Abstract 1387P
Background
HER2 alterations are identified in 2-4% of non-small cell lung cancer (NSCLC), indicating poor clinical outcomes. Due to the deficiency of effective targeted therapies in the first-line setting, chemotherapy alone or combined with Bevacizumab, immune checkpoint inhibitors (ICIs) or both are recommended as standard options. However, the optimal therapy is still undetermined.
Methods
Stage IV NSCLC patients with HER2 alteration were retrospectively analyzed from 6 cancer centers in China between May 2017 and February 2023. All the patients received chemotherapy alone (C), chemotherapy combined with Bevacizumab (BC), chemotherapy combined with ICIs (IC), or chemotherapy combined with Bevacizumab and ICIs (IBC) as first-line strategies. The clinical outcomes were evaluated.
Results
Eighty patients with HER2 mutation (75/80) or amplification (5/80) were included, in which 10 patients received chemotherapy alone, 37 received BC, 24 received IC, and 9 received IBC treatment. Compared with chemotherapy, combination therapy significantly improved mPFS (8.47 months VS 4.97 months, p<0.0001). Further analysis based on different combination mode showed that, each of the combination therapeutics, including BC (mPFS 7.27 m, HR=0.31, 95% CI: 0.14-0.68, p<0.001), IC (mPFS 8.47m, HR=0.20, 95% CI:0.08-0.48, p=0.004) and IBC (mPFS 16.3m, HR=0.08, 95% CI: 0.02-0.25, p<0.001), gave beneficial PFS compared with chemotherapy.
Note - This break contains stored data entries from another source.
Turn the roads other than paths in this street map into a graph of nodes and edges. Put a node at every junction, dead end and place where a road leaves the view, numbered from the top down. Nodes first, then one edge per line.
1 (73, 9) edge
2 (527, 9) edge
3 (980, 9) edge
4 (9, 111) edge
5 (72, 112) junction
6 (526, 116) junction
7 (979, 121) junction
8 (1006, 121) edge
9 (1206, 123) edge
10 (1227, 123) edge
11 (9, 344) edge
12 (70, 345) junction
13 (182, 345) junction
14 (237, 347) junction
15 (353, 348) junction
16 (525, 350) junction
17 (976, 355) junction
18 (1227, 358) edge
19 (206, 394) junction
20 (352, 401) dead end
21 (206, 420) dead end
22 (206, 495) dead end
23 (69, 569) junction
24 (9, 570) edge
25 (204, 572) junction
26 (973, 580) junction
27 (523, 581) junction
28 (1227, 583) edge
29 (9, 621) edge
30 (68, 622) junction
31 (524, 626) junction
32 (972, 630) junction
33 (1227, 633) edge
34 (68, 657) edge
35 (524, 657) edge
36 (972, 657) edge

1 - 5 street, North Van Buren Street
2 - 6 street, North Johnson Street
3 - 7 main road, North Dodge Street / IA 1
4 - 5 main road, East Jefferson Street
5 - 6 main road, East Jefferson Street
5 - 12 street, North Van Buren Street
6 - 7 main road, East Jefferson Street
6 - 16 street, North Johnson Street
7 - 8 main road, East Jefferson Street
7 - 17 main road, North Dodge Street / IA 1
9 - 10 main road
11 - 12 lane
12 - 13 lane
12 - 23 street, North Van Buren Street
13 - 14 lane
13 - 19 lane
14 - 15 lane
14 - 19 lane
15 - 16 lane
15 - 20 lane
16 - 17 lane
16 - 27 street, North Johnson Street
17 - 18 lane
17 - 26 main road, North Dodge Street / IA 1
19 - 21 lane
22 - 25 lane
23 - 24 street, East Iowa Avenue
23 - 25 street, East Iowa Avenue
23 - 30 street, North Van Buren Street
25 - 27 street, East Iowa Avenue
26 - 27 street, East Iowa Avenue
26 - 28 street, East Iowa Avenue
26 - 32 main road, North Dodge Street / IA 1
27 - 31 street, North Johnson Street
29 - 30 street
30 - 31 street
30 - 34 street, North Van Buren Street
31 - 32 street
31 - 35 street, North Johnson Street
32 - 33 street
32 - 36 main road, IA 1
In our effort to determine the optimal combination strategy, we found IBC treatment gave longer mPFS compared with BC (HR=0.15, 95% CI: 0.04-0.50, p<0.001) and IC (HR=0.43, 95% CI: 0.16-1.18, p=0.092). However, the efficacy of IC and BC schemes are comparable. Table: 1387P
Groups | Patient number | ORR, % (95% CI) | DCR, % (95% CI) | mPFS, months (95% CI) |
Chemotherapy | n=10 | 30.0(1.60,58.4) | 100(100,100) | 4.97 (4.09, 5.84) |
Combination | n=70 | 25.7(15.5,36.0) | 91.4(84.9,98.0) | 8.47 (7.28, 9.35) |
IC | n=24 | 29.2(11.0,47.4) | 87.5(74.3,101) | 8.47 (7.15, 9.78) |
BC | n=37 | 18.9(6.30,31.5) | 91.9(83.1,101) | 7.27 (6.27, 8.26) |
IBC | n=9 | 44.4(12.0,76.9) | 100(100,100) | 16.3 (8.83, 23.8) |
ALL | n=80 | 26.3(16.6,35.9) | 92.5(86.7,98.3) | 7.63 (6.35, 8.92) |
Conclusions
Chemotherapy-based combination strategies improve patient survival compared with chemotherapy in the first-line therapy of HER2-altered NSCLC, while the IBC mode lead to the optimal PFS.
Clinical trial identification
Editorial acknowledgement
Legal entity responsible for the study
The authors.
Funding
Has not received any funding.
Disclosure
All authors have declared no conflicts of interest.